The Global System Service team owns the infrastructure services and management solutions that power ByteDance's data centers outside of China — from day-to-day operations to long-term architecture design and maintenance. The team specializes in composing end-to-end solutions by drawing on both open-source community tools and in-house developed products, tailored to both the business requirements and the operational complexities of large-scale infrastructure across ByteDance's non-China regions. Our mission is to deliver efficient infrastructure solutions and a stable, secure system environment for ByteDance's global business.
We are looking for a self-motivated system engineer that is equipped with SRE mindset and DevOps skills. Your responsibilities will include:
- Manage and maintain large-scale host infrastructure across ByteDance's non-China data centers, covering OS lifecycle management, configuration standardization, and fleet-wide health monitoring.
- Own the reliability and availability of core data center foundational services, including DNS, NTP, DHCP, NAT, APT repository, and Kerberos authentication.
- Design and implement deployment architectures for foundational services, ensuring high availability, fault tolerance, and disaster recovery across regions.
- Develop and enforce SLOs for managed services; lead incident response, root cause analysis, and post-mortem reviews to drive continuous reliability improvements.
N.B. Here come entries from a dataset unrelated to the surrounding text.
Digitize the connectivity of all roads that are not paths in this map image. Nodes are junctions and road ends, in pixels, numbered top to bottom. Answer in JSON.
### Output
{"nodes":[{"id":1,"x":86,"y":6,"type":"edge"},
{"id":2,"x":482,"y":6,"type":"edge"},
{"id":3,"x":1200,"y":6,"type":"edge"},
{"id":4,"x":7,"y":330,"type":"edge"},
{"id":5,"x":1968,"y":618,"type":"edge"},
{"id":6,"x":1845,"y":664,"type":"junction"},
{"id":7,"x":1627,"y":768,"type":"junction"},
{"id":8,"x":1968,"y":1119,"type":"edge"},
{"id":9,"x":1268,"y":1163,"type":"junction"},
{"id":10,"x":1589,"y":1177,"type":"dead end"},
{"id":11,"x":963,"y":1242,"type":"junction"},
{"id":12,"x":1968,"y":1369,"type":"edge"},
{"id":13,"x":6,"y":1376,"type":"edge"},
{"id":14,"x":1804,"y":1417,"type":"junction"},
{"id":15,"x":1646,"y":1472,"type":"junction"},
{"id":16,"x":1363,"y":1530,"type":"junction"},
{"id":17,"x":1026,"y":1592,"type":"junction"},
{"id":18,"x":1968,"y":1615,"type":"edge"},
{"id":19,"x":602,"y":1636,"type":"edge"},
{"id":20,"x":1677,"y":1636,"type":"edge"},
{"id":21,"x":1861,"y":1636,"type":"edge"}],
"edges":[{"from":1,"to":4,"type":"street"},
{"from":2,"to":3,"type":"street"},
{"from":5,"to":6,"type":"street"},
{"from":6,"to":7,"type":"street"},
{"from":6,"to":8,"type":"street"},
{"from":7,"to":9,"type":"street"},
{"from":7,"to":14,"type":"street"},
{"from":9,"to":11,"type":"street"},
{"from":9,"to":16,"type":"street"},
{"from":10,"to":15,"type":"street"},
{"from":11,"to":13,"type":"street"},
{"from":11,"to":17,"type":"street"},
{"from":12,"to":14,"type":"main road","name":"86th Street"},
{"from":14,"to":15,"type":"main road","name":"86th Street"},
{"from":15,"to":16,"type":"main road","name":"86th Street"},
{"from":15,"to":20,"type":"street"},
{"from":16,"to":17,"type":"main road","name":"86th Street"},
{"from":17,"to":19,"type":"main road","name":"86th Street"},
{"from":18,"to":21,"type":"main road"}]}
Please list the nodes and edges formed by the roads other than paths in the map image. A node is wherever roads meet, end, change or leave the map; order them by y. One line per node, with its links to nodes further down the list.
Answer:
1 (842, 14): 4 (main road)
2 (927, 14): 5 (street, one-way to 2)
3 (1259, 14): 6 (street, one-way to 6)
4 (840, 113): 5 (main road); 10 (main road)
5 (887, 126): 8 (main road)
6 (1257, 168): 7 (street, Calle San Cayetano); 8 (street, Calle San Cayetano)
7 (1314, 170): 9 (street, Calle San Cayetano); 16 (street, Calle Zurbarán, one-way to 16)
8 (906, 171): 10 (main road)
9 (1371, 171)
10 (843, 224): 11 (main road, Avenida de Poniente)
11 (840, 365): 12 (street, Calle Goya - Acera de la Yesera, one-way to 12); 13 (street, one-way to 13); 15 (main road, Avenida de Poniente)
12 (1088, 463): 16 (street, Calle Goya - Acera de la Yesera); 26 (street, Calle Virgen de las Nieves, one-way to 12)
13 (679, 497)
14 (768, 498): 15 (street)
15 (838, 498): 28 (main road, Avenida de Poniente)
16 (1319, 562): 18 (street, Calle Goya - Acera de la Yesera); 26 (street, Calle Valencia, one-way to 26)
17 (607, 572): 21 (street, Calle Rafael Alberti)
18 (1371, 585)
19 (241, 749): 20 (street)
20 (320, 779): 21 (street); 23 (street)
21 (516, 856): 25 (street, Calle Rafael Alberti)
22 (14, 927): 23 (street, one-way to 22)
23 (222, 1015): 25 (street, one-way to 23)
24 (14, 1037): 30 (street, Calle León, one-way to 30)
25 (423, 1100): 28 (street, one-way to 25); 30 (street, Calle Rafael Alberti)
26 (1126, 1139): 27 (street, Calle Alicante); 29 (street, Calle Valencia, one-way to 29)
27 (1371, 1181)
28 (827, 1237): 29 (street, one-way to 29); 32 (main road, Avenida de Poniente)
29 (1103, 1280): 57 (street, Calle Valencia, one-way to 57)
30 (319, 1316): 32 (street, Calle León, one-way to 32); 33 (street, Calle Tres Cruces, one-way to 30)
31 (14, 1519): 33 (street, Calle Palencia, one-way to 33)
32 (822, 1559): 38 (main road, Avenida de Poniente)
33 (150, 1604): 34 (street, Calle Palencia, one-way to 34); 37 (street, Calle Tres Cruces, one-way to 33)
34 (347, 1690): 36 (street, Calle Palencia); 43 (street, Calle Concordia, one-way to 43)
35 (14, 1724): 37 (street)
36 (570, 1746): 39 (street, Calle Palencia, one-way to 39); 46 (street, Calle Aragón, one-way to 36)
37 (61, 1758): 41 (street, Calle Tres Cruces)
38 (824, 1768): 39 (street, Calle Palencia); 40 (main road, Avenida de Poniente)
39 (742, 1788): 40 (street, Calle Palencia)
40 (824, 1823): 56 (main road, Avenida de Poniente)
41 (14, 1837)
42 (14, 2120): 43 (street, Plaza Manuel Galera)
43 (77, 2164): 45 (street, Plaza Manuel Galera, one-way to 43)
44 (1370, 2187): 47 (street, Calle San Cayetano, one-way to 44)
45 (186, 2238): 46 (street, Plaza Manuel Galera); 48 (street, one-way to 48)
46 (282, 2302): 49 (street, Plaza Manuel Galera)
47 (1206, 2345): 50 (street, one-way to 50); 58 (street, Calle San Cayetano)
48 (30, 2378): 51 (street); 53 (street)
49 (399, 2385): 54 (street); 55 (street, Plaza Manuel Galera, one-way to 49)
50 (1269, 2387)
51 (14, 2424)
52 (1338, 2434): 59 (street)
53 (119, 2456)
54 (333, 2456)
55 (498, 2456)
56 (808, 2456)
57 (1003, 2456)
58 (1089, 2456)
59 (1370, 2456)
- Collaborate with network, security, and application teams to ensure foundational services meet the evolving demands of global business growth.
- Identify automation opportunities across host management and service operations; drive tooling and process improvements to reduce toil and increase operational efficiency.
Requirements
Minimum Qualifications:
- Bachelor’s degree or higher in Electrical Engineering, Computer Engineering, Computer Science or related majors.
- Solid experience in large-scale Linux host management, including OS deployment, configuration management, patching, and fleet operations.
- Strong hands-on knowledge of core data center foundational services: DNS (BIND/PowerDNS), NTP, DHCP, NAT, APT repository management, and Kerberos.
- Proficiency with DevOps tooling, including configuration management tools (e.g., Ansible, Salt, Puppet) and CI/CD pipelines.
- Familiarity with SRE principles and practices, including SLO/SLI definition, error budget management, and blameless post-mortems.
- Solid understanding of high availability design patterns, active-active/active-passive architectures, and disaster recovery strategies.
- Strong troubleshooting skills across the Linux system stack and network layer.
Preferred Qualifications:
- Experience managing host fleets at scale (thousands of nodes or above) in a production environment.
- Scripting or development experience in Python, Go, or Bash for automation and tooling.
- Exposure to hybrid or multi-region data center environments.